LES REGLES DE CONVOCATION A UNE ASSEMBLEE
GENERALE .../...
Le strict respect des règles de convocation est au cœur du contentieux de la copropriété. De nombreux copropriétaires poursuivent en Justice l’annulation d’une assemblée générale qui les embarrasse.
Une convocation irrégulière est souvent une aubaine…
Elle peut s’avérer source de difficulté pour le Syndic puisque la sanction d’une irrégularité de convocation est susceptible de justifier sa responsabilité (Cass. 3ème Civ. 9 novembre 1994).
L’article 7 du décret du 17 mars 1967 impose la tenue, au moins une fois par an d’une assemblée générale des copropriétaires. Cette règle est d’ordre public, de sorte que même si le règlement de copropriété stipulait qu’une assemblée devait être tenue seulement tous les deux ans, la clause serait réputée non écrite.
Rien n’interdit en revanche au règlement de copropriété d’imposer plusieurs assemblées générales par an.
L’interprétation de ce texte par les juridictions du fond permet cependant la tenue d’assemblées générales dans une période supérieure à un an. Il a été admis qu’une assemblée générale se tienne en début d’année et que la suivante se tienne en fin d’année suivante.
Même si l’application de cette règle par les Tribunaux permet une certaine souplesse, la Cour de cassation ne semble tenir une position contraire (Cass. Civ. 3ème 7 février 1990) et a retenu la responsabilité d’un Syndic qui avait convoqué deux assemblées générales avec 16 mois d’écart. Il restera cependant au copropriétaire demandeur à démontrer l’existence d’un préjudice lié à une convocation tardive. L’application stricte de cette règle par la jurisprudence conduirait cependant à multiplier le contentieux de l’annulation.
L’article 37 du décret du 17 mars 1967 impose la convocation d’une assemblée générale lorsque le Syndic vient procéder de son propre chef à des travaux urgents.
L’article 7 du décret du 17 mars 1967 pose le principe selon lequel l’Assemblée Générale est convoquée par le Syndic.
Ainsi un président de conseil Syndical (et non le conseil syndical) ne peut à lui tout seul convoquer une assemblée générale. Il en va de même pour une personne qui n’est pas copropriétaire.
Mais l’article 8 du décret du 17 mars 1967 donne également cette faculté au conseil syndical ainsi qu’à un ou plusieurs copropriétaires représentant au moins un quart des voix de tous les copropriétaires à moins que le règlement de copropriété ne prévoit un nombre inférieur. Dans cette situation, c’est tout de même le syndic qui convoque l’assemblée, mais à la demande des personnes énumérées à l’article 8 du décret du 17 mars 1967.

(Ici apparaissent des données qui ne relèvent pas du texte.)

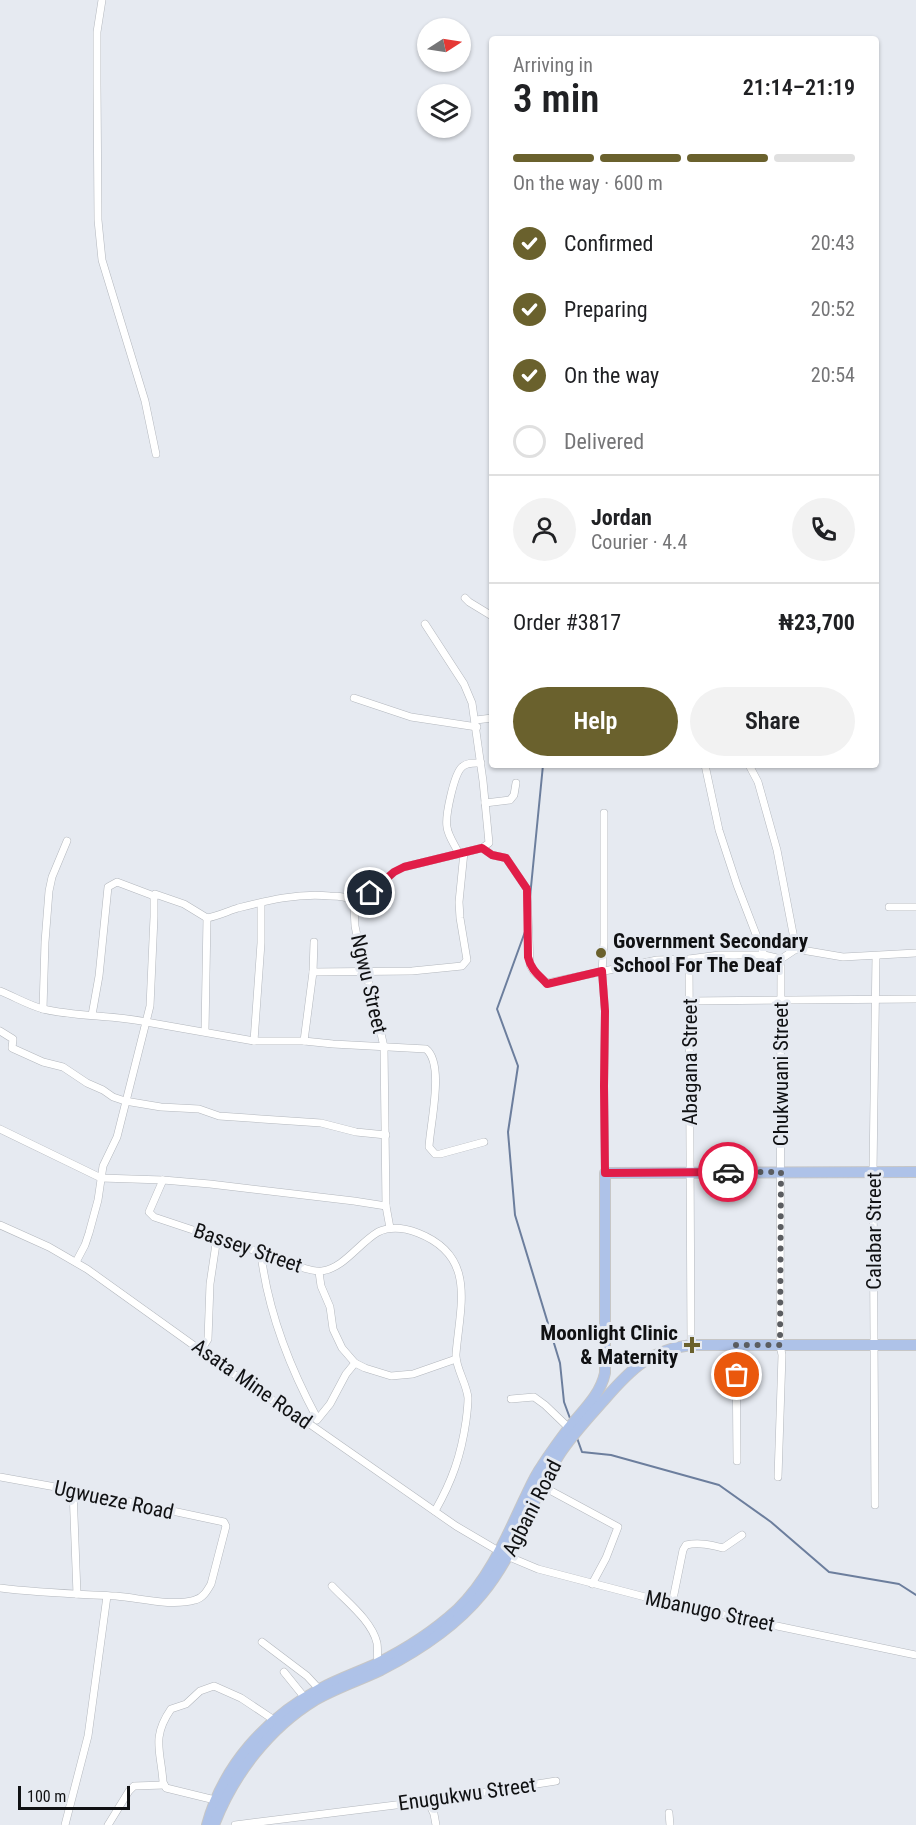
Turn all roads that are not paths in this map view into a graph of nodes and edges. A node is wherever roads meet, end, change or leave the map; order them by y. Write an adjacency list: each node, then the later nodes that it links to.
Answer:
1 (102, 0): 2 (street)
2 (156, 454)
3 (465, 598): 4 (street)
4 (489, 614)
5 (425, 624): 8 (street)
6 (354, 698): 8 (street)
7 (489, 719): 8 (street)
8 (476, 723): 9 (street)
9 (481, 763): 13 (street); 17 (street)
10 (706, 768): 27 (street)
11 (751, 768): 25 (street)
12 (516, 783): 13 (street)
13 (485, 803): 16 (street)
14 (604, 813): 31 (street)
15 (67, 841): 39 (street)
16 (482, 848): 17 (street); 31 (street)
17 (462, 853): 19 (street); 33 (street)
18 (154, 896): 23 (street); 40 (street); 41 (street)
19 (357, 901): 20 (street); 33 (street, Ngwu Street)
20 (261, 904): 23 (street); 44 (street)
21 (916, 907): 22 (street)
22 (889, 908)
23 (207, 918): 43 (street)
24 (314, 942): 32 (street)
25 (796, 949): 28 (street); 30 (street)
26 (916, 953): 28 (street)
27 (764, 955): 29 (street); 30 (street)
28 (876, 956): 35 (street, Calabar Street)
29 (689, 959): 31 (street); 38 (street, Abagana Street)
30 (781, 959): 37 (street, Chukwuani Street)
31 (602, 971): 55 (street)
32 (313, 972): 33 (street); 45 (street)
33 (365, 972): 46 (street, Ngwu Street)
34 (0, 991): 39 (street)
35 (876, 999): 36 (street); 37 (street); 53 (street, Calabar Street)
36 (916, 999)
37 (782, 1000): 38 (street); 52 (street, Chukwuani Street)
38 (690, 1001): 51 (street, Abagana Street)
39 (43, 1009): 40 (street)
40 (92, 1015): 41 (street)
41 (146, 1022): 43 (street); 47 (street)
42 (0, 1030): 47 (street)
43 (205, 1031): 44 (street)
44 (254, 1041): 45 (street)
45 (304, 1041): 46 (street)
46 (384, 1047): 49 (street, Ngwu Street); 50 (street)
47 (125, 1101): 49 (street); 56 (street)
48 (0, 1129): 56 (street)
49 (386, 1135): 58 (street, Ngwu Street)
50 (484, 1142)
51 (690, 1172): 52 (main road); 55 (main road); 65 (street, Abagana Street)
52 (781, 1172): 53 (main road); 67 (street, Chukwuani Street)
53 (873, 1172): 54 (main road); 68 (street, Calabar Street)
54 (916, 1172)
55 (605, 1173): 73 (main road)
56 (101, 1178): 57 (street); 63 (street)
57 (163, 1180): 58 (street); 61 (street, Bassey Street)
58 (386, 1206): 60 (street, Ngwu Street)
59 (0, 1225): 63 (street, Asata Mine Road)
60 (390, 1228): 64 (street, Bassey Street); 71 (street)
61 (217, 1238): 62 (street, Bassey Street); 70 (street)
62 (261, 1254): 64 (street, Bassey Street); 76 (street)
63 (76, 1262): 70 (street, Asata Mine Road)
64 (319, 1272): 72 (street)
65 (690, 1345): 66 (main road, Agbani Road); 74 (main road, Agbani Road)
66 (736, 1345): 67 (main road, Agbani Road); 79 (street)
67 (780, 1345): 68 (main road, Agbani Road); 81 (street, Chukwuani Street)
68 (874, 1345): 69 (main road, Agbani Road); 84 (street, Calabar Street)
69 (916, 1345)
70 (201, 1350): 77 (street, Asata Mine Road)
71 (456, 1359): 72 (street); 85 (street)
72 (356, 1363): 76 (street)
73 (606, 1373): 74 (main road); 78 (main road, Agbani Road)
74 (618, 1384): 78 (main road, Agbani Road)
75 (511, 1399): 78 (street)
76 (317, 1418): 77 (street)
77 (315, 1427): 85 (street, Asata Mine Road)
78 (573, 1428): 82 (main road, Agbani Road); 87 (main road, Agbani Road)
79 (736, 1461)
80 (0, 1477): 83 (street, Ugwueze Road)
81 (778, 1477)
82 (542, 1486): 87 (main road, Agbani Road); 88 (street)
83 (73, 1490): 91 (street); 92 (street, Ugwueze Road)
84 (875, 1505)
85 (435, 1511): 87 (street, Asata Mine Road)
86 (742, 1535): 93 (street)
87 (503, 1554): 88 (street, Mbanugo Street); 96 (main road, Agbani Road); 109 (main road, Agbani Road)
88 (592, 1584): 93 (street, Mbanugo Street)
89 (332, 1586): 96 (street)
90 (0, 1588): 91 (street)
91 (77, 1594): 92 (street)
92 (107, 1596): 106 (street)
93 (672, 1604): 95 (street, Mbanugo Street)
94 (262, 1642): 98 (street)
95 (916, 1655)
96 (378, 1663): 98 (main road, Agbani Road)
97 (284, 1672): 99 (street)
98 (319, 1689): 99 (main road, Agbani Road)
99 (304, 1698): 100 (main road, Agbani Road)
100 (274, 1720): 102 (street); 103 (main road, Agbani Road)
101 (556, 1780): 104 (street, Enugukwu Street)
102 (164, 1785): 103 (street); 107 (street)
103 (215, 1800): 108 (main road, Agbani Road)
104 (428, 1801): 110 (street, Enugukwu Street); 111 (street)
105 (669, 1813): 112 (street)
106 (65, 1825)
107 (108, 1825)
108 (207, 1825)
109 (214, 1825)
110 (235, 1825)
111 (436, 1825)
112 (670, 1825)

Enfin, si, en dépit de la demande de convocation du conseil syndical ou des copropriétaires représentant au moins un quart des voix, le syndic ne convoque pas (aucun délai n’est imposé), le Président du Conseil syndical peut adresser une mise en demeure au syndic. Cette mise en demeure ouvre alors un délai de huit jours, à l’expiration duquel (et pas avant !) le président du Conseil syndical peut alors lui-même convoquer l’assemblée.
Si le Président du Conseil syndical ne convoque pas, l’article 50 du décret du 17 mars 1967 prévoit que chaque copropriétaire peut provoquer la convocation en saisissant en référé le Président du Tribunal de Grande Instance.
En dehors des hypothèses ci-dessus, personne d’autre ne peut convoquer une assemblée générale.